* [Your goal]: I'd like the entries reproduced exactly, with the images omitted.

Data excerpts:
■ ■ ■ ■ ■

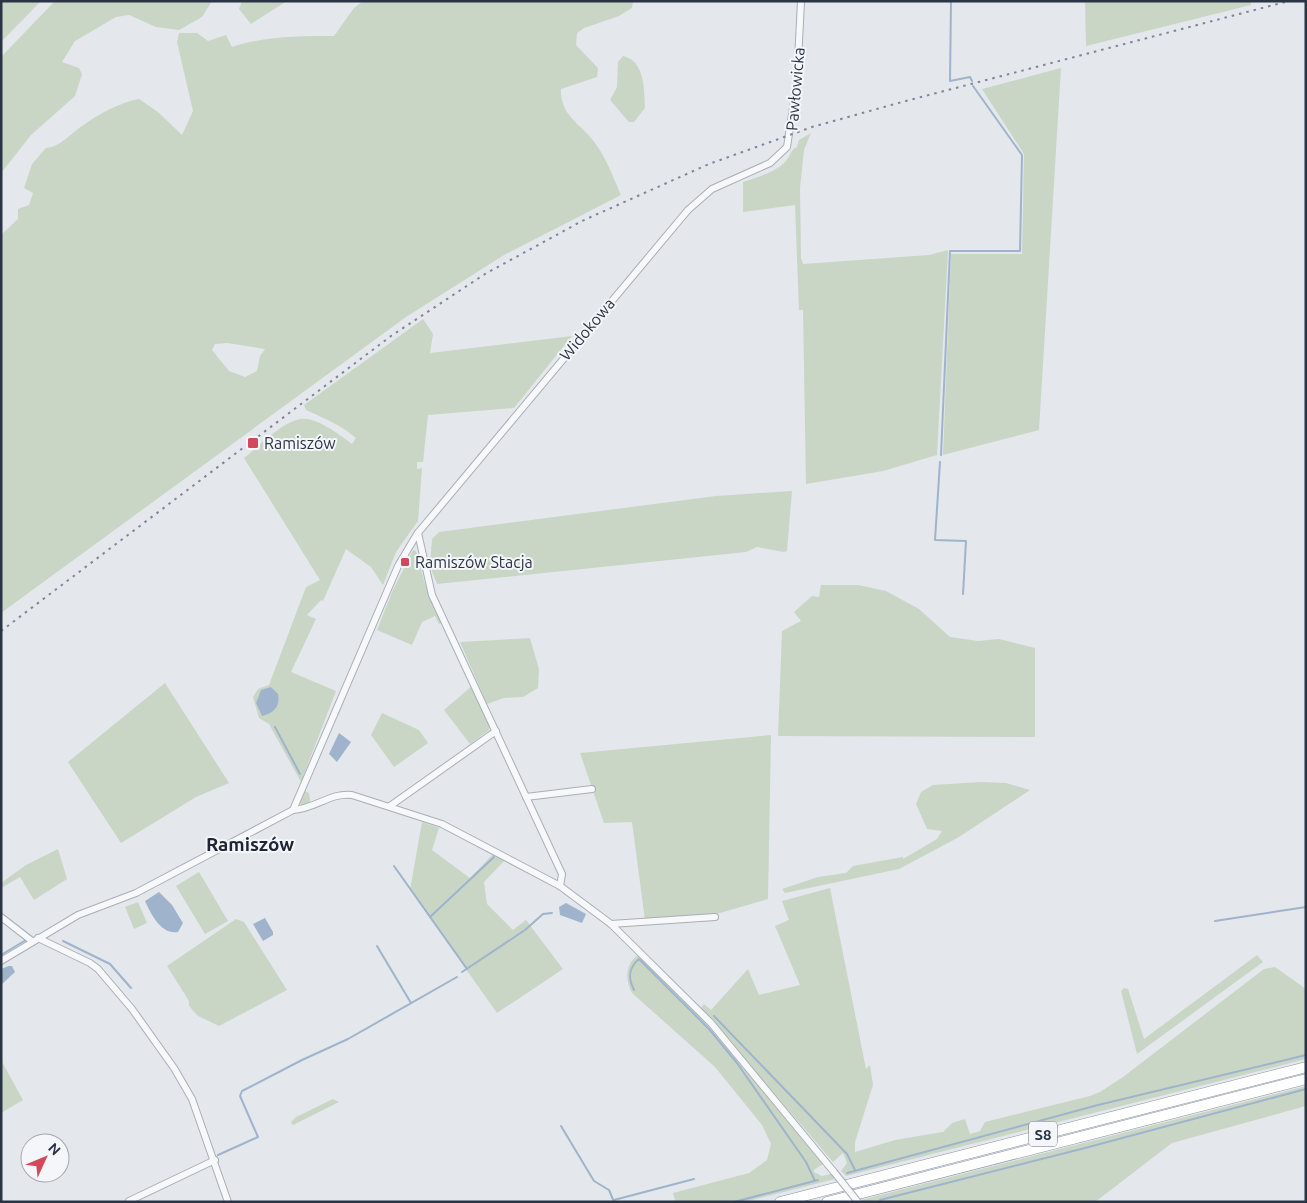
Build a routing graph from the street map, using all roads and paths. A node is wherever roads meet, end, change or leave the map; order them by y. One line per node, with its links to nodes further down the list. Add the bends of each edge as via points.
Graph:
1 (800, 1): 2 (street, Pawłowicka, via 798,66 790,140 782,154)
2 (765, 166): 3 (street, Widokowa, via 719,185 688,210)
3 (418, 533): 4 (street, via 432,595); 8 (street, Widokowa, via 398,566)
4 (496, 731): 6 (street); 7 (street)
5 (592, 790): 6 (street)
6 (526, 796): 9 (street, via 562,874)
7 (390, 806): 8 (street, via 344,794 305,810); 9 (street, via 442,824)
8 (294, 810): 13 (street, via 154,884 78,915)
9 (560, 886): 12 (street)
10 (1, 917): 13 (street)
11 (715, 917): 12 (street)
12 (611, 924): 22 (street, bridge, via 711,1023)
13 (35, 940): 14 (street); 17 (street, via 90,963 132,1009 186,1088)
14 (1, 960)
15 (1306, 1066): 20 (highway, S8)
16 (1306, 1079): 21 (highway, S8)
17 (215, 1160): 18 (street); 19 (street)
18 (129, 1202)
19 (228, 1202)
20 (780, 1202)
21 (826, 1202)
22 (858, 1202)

■ ■ ■ ■ ■

* [Written answer]:
Build a routing graph from the street map, using all roads and paths. A node is wherever roads meet, end, change or leave the map; order them by y. One line per node, with its links to nodes further down the list. Add the bends of each edge as via points.
Graph:
1 (800, 1): 2 (street, Pawłowicka, via 798,66 790,140 782,154)
2 (765, 166): 3 (street, Widokowa, via 719,185 688,210)
3 (418, 533): 4 (street, via 432,595); 8 (street, Widokowa, via 398,566)
4 (496, 731): 6 (street); 7 (street)
5 (592, 790): 6 (street)
6 (526, 796): 9 (street, via 562,874)
7 (390, 806): 8 (street, via 344,794 305,810); 9 (street, via 442,824)
8 (294, 810): 13 (street, via 154,884 78,915)
9 (560, 886): 12 (street)
10 (1, 917): 13 (street)
11 (715, 917): 12 (street)
12 (611, 924): 22 (street, bridge, via 711,1023)
13 (35, 940): 14 (street); 17 (street, via 90,963 132,1009 186,1088)
14 (1, 960)
15 (1306, 1066): 20 (highway, S8)
16 (1306, 1079): 21 (highway, S8)
17 (215, 1160): 18 (street); 19 (street)
18 (129, 1202)
19 (228, 1202)
20 (780, 1202)
21 (826, 1202)
22 (858, 1202)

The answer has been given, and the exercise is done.